Abstract

(+)-N-Allylnormetazocine [(+)-NANM] binds to both the phencyclidine (PCP) receptor and the sigma-site in brain, with some selectivity for the latter. In rats, the discriminative stimulus effects of (+)-NANM are primarily PCP like. The present study was performed to determine if the discriminative effects of (+)-NANM in a primate species might reflect the actions of this drug at the sigma-site. Six squirrel monkeys were trained to discriminate between IM injections of saline and 1.0 mg/kg (+)-NANM in a two-choice discrete-trial avoidance procedure. In tests of stimulus generalization, dose-dependent increases in trials completed on the (+)-NANM choice lever were produced by (+)- and (-)-NANM, by PCP and the PCP-like drugs MK-801 and thienylcyclohexyl-piperidine, and by the opioids (+)- and (-)-cyclazocine and dextrorphan; order of potency correlated with reported affinities for the PCP receptor.

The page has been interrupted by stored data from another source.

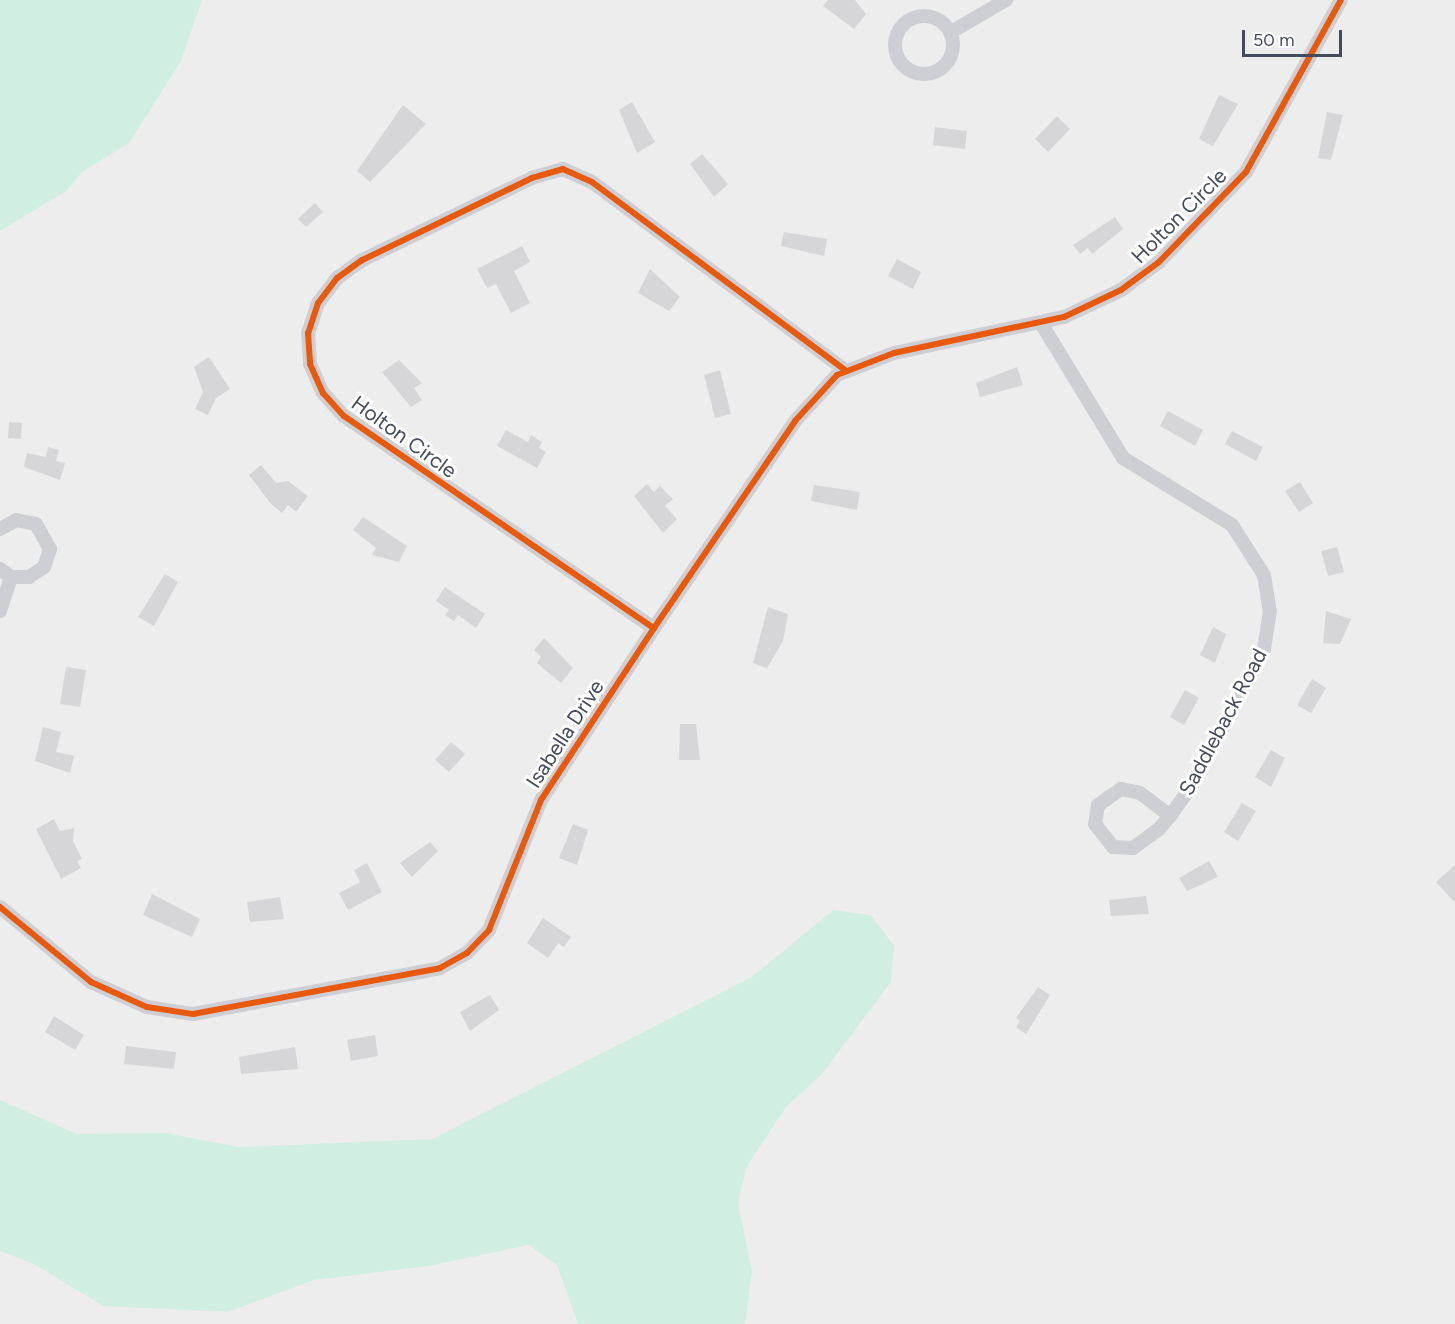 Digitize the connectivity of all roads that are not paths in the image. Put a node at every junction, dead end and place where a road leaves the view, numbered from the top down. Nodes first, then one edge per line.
1 (1006, 0) edge
2 (1341, 0) edge
3 (951, 32) junction
4 (1041, 323) junction
5 (844, 370) junction
6 (0, 529) edge
7 (5, 573) edge
8 (0, 611) edge
9 (654, 628) junction
10 (1170, 816) junction
11 (0, 907) edge

1 - 3 street
2 - 4 street, Holton Circle
3 - 3 street
4 - 5 street, Holton Circle
4 - 10 street, Saddleback Road
5 - 9 street, Holton Circle
5 - 9 street, Holton Circle
6 - 7 street
7 - 8 street
9 - 11 street, Isabella Drive
10 - 10 street, Saddleback Road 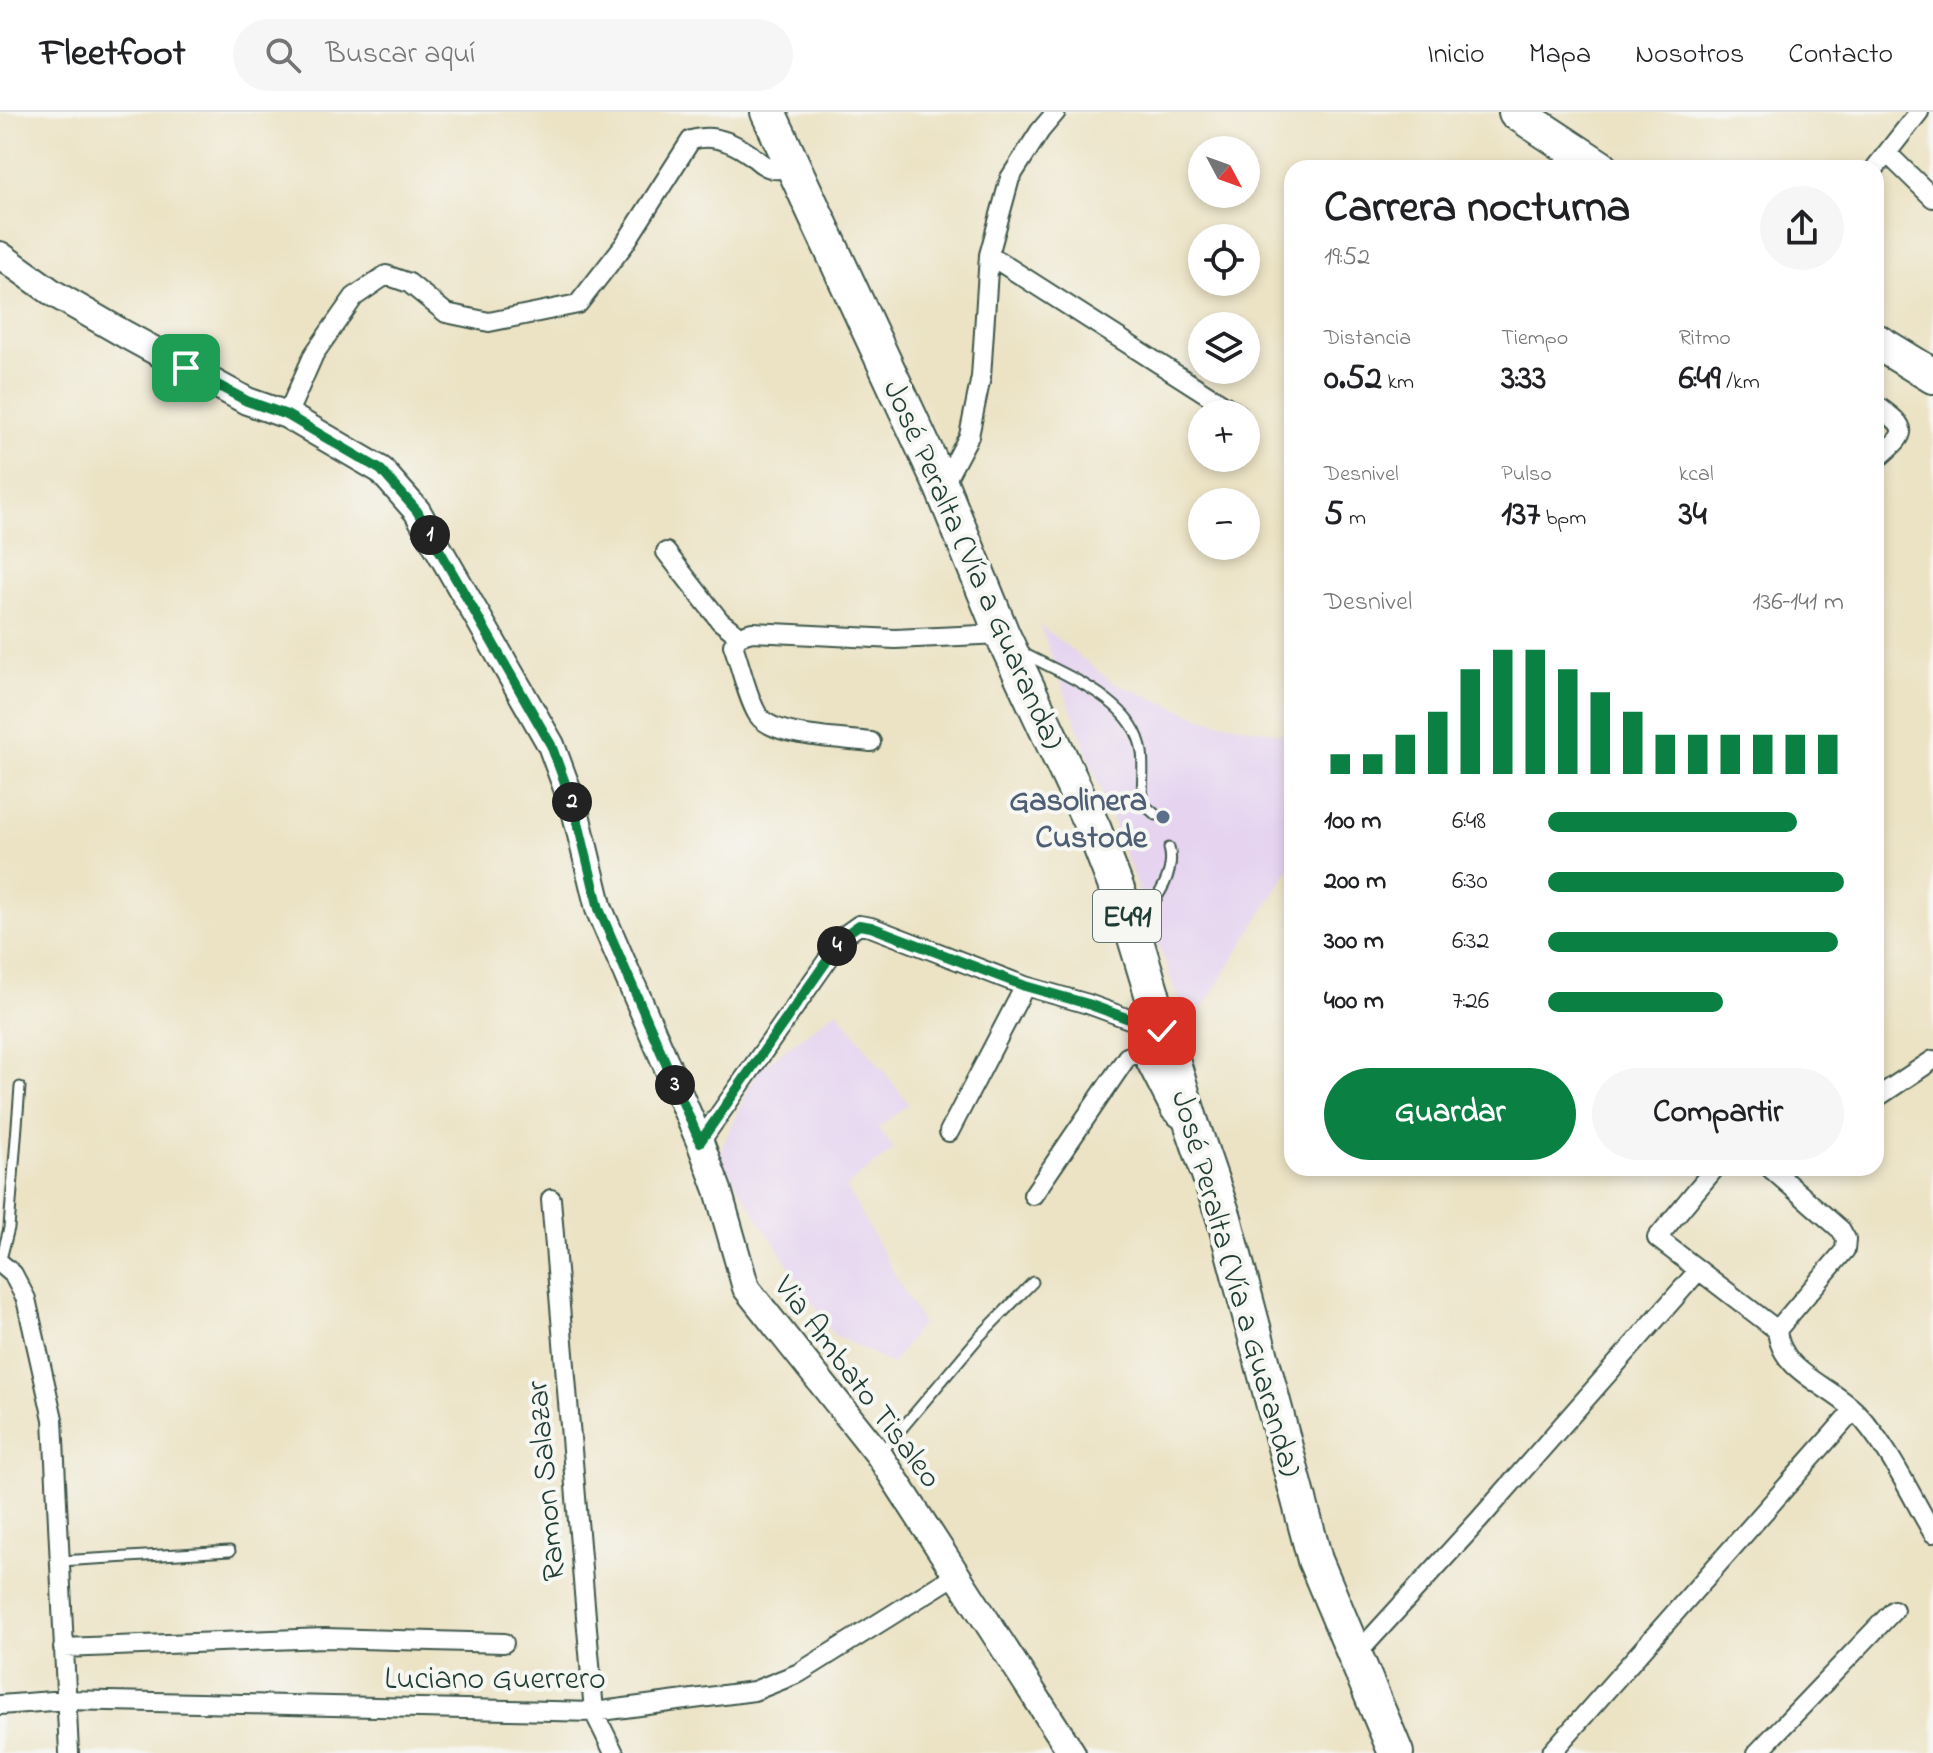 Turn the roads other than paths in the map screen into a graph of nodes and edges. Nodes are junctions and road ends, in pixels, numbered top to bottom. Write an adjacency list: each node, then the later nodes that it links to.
1 (768, 112): 8 (highway, José Peralta (Vía a Guaranda) / E491)
2 (1056, 112): 11 (street)
3 (1516, 112): 6 (highway)
4 (1919, 112): 5 (street)
5 (1887, 153): 7 (street); 9 (street)
6 (1589, 160)
7 (1881, 160)
8 (793, 168): 16 (street); 18 (highway, José Peralta (Vía a Guaranda) / E491)
9 (1933, 198)
10 (0, 255): 16 (main road, Via Ambato Tisaleo)
11 (989, 255): 14 (street); 18 (street)
12 (1884, 346): 13 (highway)
13 (1933, 376)
14 (1216, 400)
15 (1884, 411): 17 (street)
16 (287, 415): 35 (main road, Via Ambato Tisaleo)
17 (1884, 452)
18 (942, 487): 21 (highway, José Peralta (Vía a Guaranda) / E491)
19 (666, 552): 20 (street)
20 (739, 636): 21 (street); 22 (street)
21 (1004, 639): 23 (lane); 24 (highway, José Peralta (Vía a Guaranda) / E491)
22 (871, 742)
23 (1142, 801): 24 (lane); 25 (lane)
24 (1082, 805): 27 (highway, José Peralta (Vía a Guaranda) / E491)
25 (1156, 815)
26 (1169, 848): 27 (lane)
27 (1133, 931): 29 (highway, José Peralta (Vía a Guaranda) / E491)
28 (1025, 986): 29 (street); 34 (street); 35 (street)
29 (1162, 1031): 33 (highway, José Peralta (Vía a Guaranda) / E491)
30 (1933, 1060): 32 (street)
31 (20, 1087): 40 (lane)
32 (1884, 1093)
33 (1190, 1119): 38 (street); 53 (highway, José Peralta (Vía a Guaranda) / E491)
34 (949, 1132)
35 (700, 1142): 45 (main road, Via Ambato Tisaleo)
36 (1708, 1176): 41 (street)
37 (1779, 1176): 43 (street)
38 (1033, 1195)
39 (551, 1199): 56 (street, Ramon Salazar)
40 (0, 1263): 48 (street)
41 (1698, 1271): 43 (street); 53 (street)
42 (1033, 1282): 45 (lane)
43 (1777, 1330): 44 (street)
44 (1854, 1410): 46 (street); 61 (street)
45 (879, 1455): 49 (main road, Via Ambato Tisaleo)
46 (1933, 1533)
47 (230, 1551): 48 (lane)
48 (60, 1561): 52 (street)
49 (957, 1574): 56 (street, Luciano Guerrero); 59 (main road, Via Ambato Tisaleo)
50 (1894, 1610): 62 (street)
51 (504, 1643): 52 (street)
52 (63, 1648): 54 (street)
53 (1354, 1657): 60 (highway, José Peralta (Vía a Guaranda) / E491)
54 (65, 1700): 55 (street, Luciano Guerrero); 56 (street, Luciano Guerrero); 57 (street)
55 (0, 1705)
56 (594, 1712): 58 (street, Ramon Salazar)
57 (69, 1753)
58 (614, 1753)
59 (1072, 1753)
60 (1396, 1753)
61 (1551, 1753)
62 (1757, 1753) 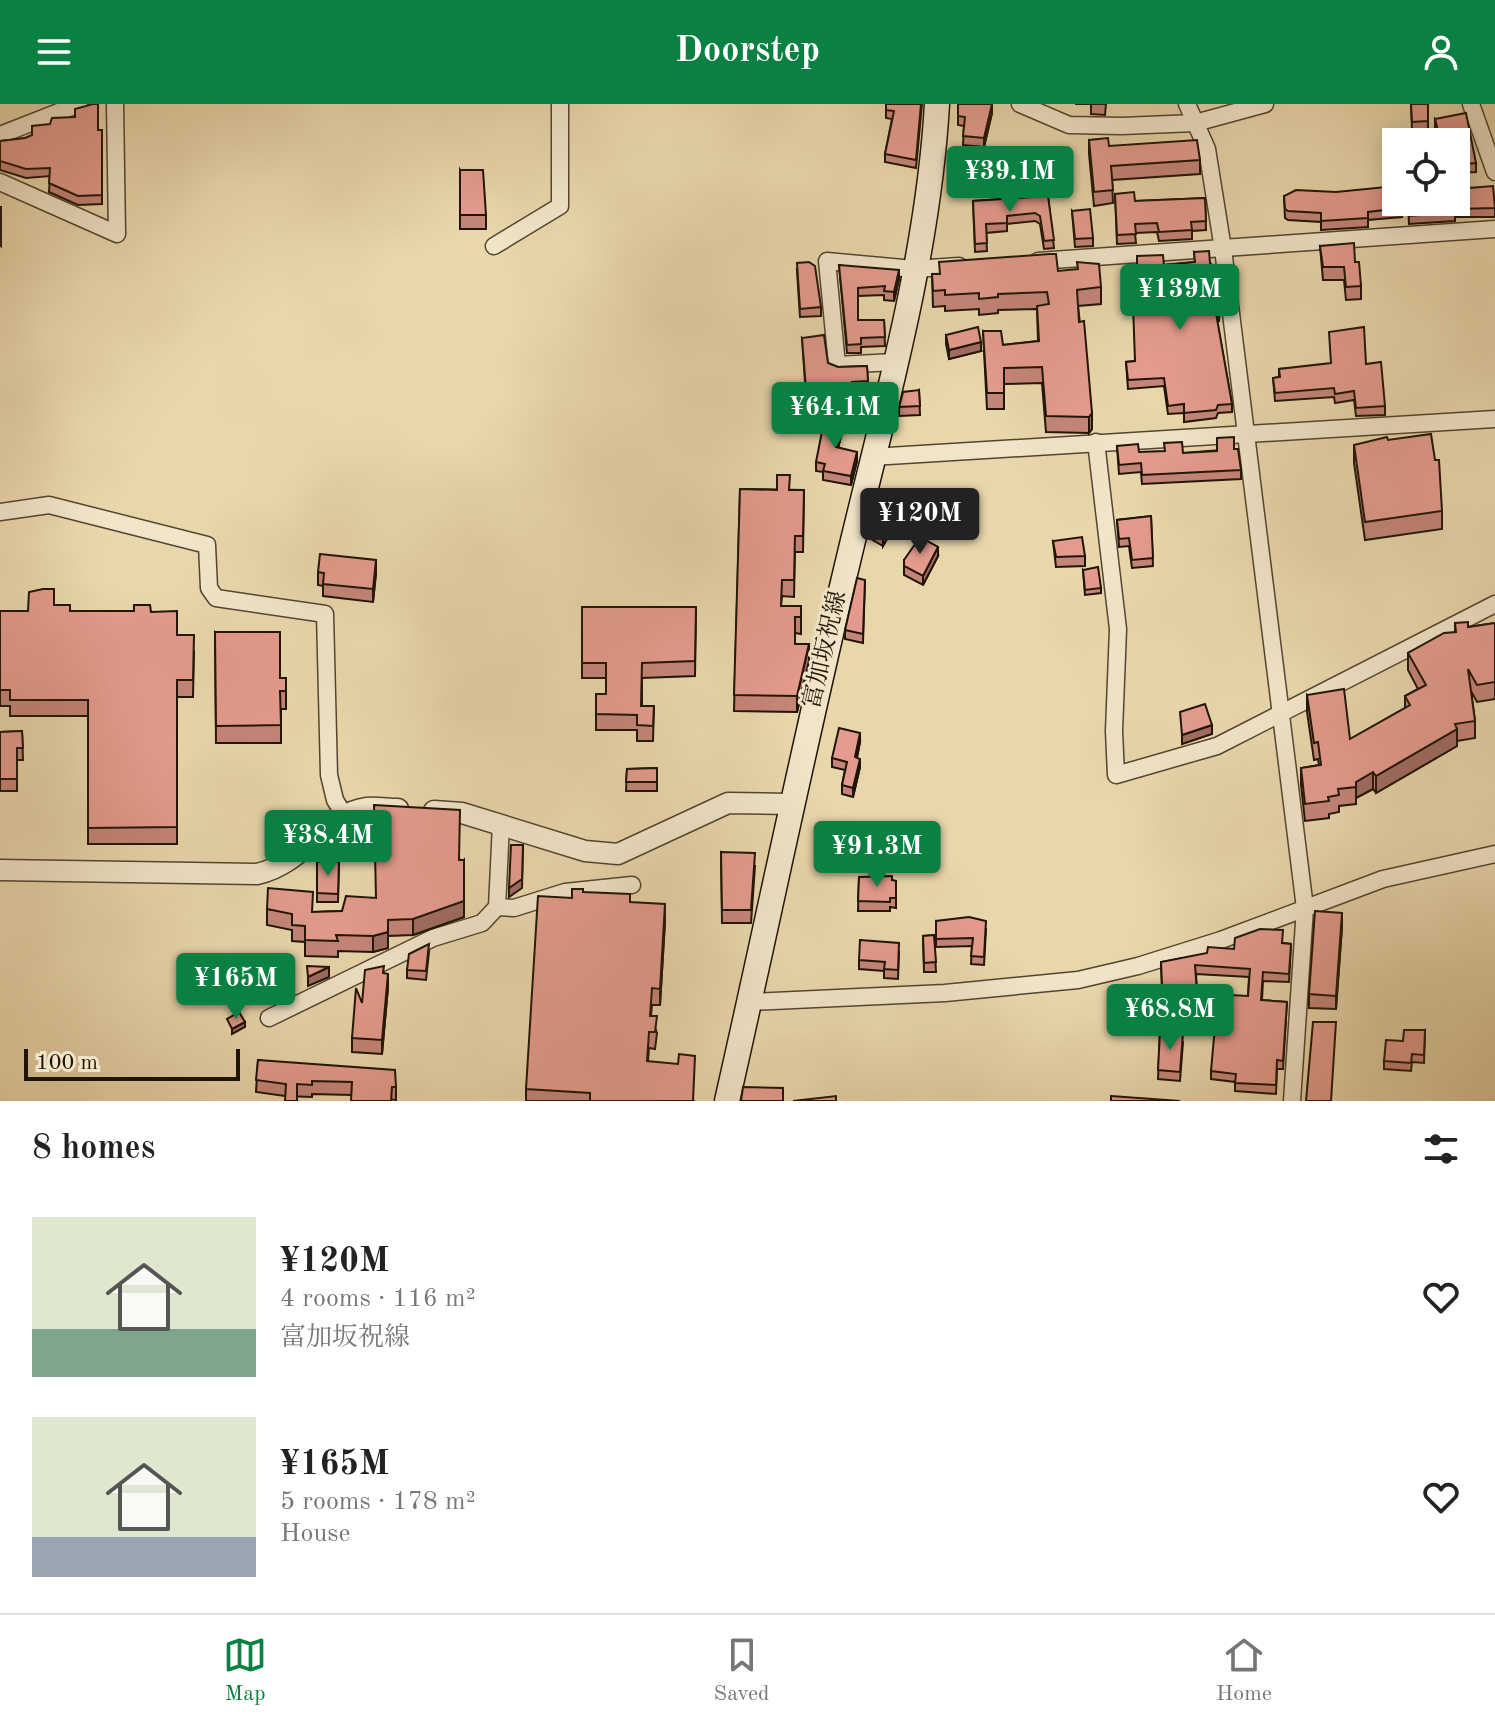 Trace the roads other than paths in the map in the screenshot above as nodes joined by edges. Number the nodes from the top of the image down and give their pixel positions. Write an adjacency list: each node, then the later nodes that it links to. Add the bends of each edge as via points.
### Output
1 (79, 104): 10 (street)
2 (115, 104): 12 (street, via 117,234)
3 (560, 104): 14 (street, via 560,206)
4 (937, 104): 18 (main road, 富加坂祝線, via 933,166)
5 (1020, 104): 9 (street, via 1069,125)
6 (1187, 104): 9 (street)
7 (1265, 104): 9 (street)
8 (1471, 104): 11 (street)
9 (1195, 123): 15 (street, via 1207,149)
10 (0, 135)
11 (1495, 172)
12 (0, 182)
13 (1495, 229): 15 (street)
14 (494, 246)
15 (1223, 249): 16 (street); 21 (street)
16 (1022, 262)
17 (976, 265): 18 (street)
18 (914, 269): 19 (main road, 富加坂祝線); 19 (street, via 827,261 837,365)
19 (894, 362): 23 (main road, 富加坂祝線)
20 (1495, 419): 21 (street)
21 (1244, 433): 22 (street); 26 (street)
22 (1096, 442): 23 (street); 26 (street, via 1118,629 1116,775 1217,746)
23 (872, 457): 27 (main road, 富加坂祝線)
24 (0, 512): 28 (street, via 49,505 207,545 209,588 216,598 325,614 329,775)
25 (1495, 604): 26 (street)
26 (1283, 715): 34 (street)
27 (790, 804): 29 (street, via 728,803 618,854 585,851); 35 (main road, 富加坂祝線)
28 (344, 815): 29 (street, via 368,808 462,813); 31 (street, via 296,859 257,874)
29 (501, 824): 33 (street)
30 (1495, 854): 34 (street, via 1383,879)
31 (0, 870)
32 (632, 885): 33 (street)
33 (497, 907): 36 (street, via 482,923 433,938)
34 (1305, 908): 35 (street, via 1152,962 1078,980 945,993); 38 (street)
35 (749, 1002): 37 (main road, 富加坂祝線)
36 (269, 1018)
37 (727, 1101)
38 (1292, 1101)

High-affinity sigma-ligands, (+)-pentazocine, 1,3-di-ortho-tolylguanidine (DTG), haloperidol, and BMY 14802, as well as agonists at mu- and kappa-opioid receptors, occasioned selection of the saline-appropriate choice lever. Selection of the (+)-NANM choice lever was reduced by up to 35-50% when 1.0 mg/kg (+)-NANM was given concurrently with haloperidol or BMY 14802, but was not affected substantially by (-)-butaclamol, another sigma-ligand, or by naltrexone, an opioid antagonist. The discriminative effects of (+)-NANM in squirrel monkeys appear to be mediated largely by the PCP receptor and not by the sigma-site or opioid receptors.